AIM OF THE TASK = Scan the entries below for the word "paths", then copy each line that holds it.

SUPPLIED MATERIAL =

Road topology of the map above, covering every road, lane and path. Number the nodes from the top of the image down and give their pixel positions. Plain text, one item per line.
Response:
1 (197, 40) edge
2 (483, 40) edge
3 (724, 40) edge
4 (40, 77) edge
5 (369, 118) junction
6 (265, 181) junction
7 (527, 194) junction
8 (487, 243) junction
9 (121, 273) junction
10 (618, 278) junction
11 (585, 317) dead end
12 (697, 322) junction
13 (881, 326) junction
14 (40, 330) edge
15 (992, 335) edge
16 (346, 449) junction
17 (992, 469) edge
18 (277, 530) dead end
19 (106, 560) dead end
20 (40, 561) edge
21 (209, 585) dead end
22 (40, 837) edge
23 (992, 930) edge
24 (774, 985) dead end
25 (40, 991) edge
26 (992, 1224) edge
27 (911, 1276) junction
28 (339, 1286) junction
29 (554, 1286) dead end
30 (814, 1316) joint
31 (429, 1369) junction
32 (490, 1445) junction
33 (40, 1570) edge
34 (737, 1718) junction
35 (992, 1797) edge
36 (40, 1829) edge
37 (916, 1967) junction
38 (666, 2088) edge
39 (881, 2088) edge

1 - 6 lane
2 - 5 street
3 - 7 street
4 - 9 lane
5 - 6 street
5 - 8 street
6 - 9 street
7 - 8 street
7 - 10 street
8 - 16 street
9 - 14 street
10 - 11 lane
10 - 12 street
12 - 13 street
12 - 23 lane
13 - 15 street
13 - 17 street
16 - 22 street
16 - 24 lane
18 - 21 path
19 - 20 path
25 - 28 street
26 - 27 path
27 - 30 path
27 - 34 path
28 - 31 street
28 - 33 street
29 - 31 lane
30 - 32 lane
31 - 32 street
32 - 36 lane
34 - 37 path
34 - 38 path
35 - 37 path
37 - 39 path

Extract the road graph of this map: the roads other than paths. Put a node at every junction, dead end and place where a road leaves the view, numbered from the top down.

---

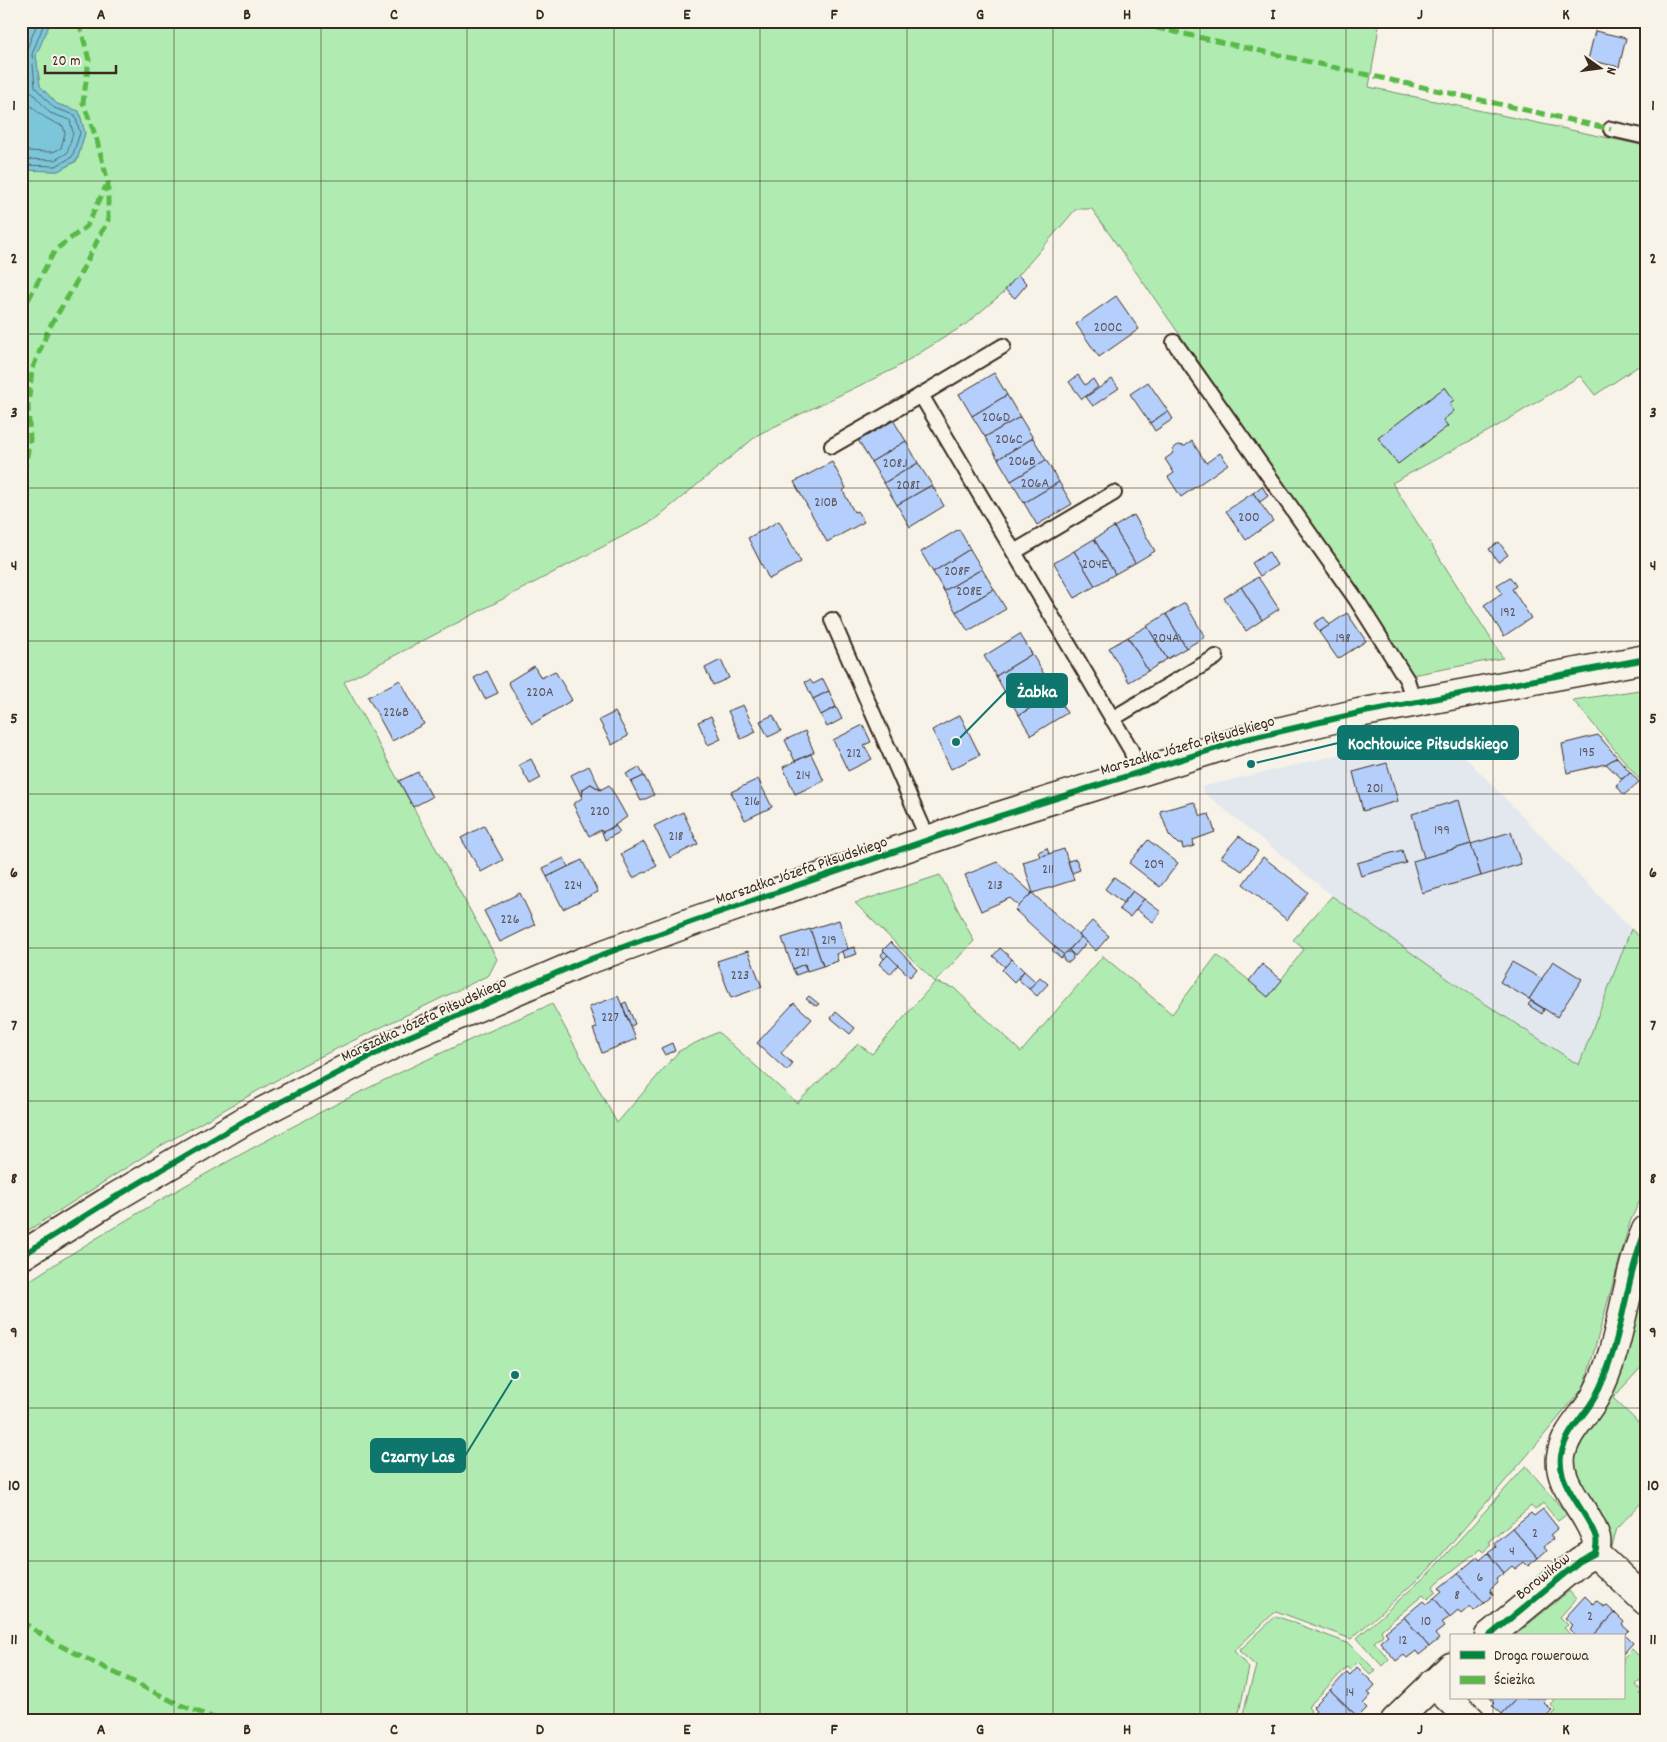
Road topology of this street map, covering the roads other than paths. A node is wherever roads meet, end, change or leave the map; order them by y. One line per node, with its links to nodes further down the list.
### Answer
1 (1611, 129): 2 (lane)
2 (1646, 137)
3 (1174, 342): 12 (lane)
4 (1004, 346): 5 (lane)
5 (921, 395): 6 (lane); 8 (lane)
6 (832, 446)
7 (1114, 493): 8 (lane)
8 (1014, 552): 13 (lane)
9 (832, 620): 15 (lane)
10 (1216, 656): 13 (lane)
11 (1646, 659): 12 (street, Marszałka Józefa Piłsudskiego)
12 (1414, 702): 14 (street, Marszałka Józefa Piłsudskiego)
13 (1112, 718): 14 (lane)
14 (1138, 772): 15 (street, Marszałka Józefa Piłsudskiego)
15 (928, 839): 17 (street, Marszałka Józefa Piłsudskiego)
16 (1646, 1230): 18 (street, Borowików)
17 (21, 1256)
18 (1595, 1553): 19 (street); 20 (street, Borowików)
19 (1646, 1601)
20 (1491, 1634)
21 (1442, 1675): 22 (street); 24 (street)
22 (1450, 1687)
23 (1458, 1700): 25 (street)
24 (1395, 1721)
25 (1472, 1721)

OUTPUT FOR THIS TASK =
Extract the road graph of this map: the roads other than paths. Put a node at every junction, dead end and place where a road leaves the view, numbered from the top down.
Road topology of this street map, covering the roads other than paths. A node is wherever roads meet, end, change or leave the map; order them by y. One line per node, with its links to nodes further down the list.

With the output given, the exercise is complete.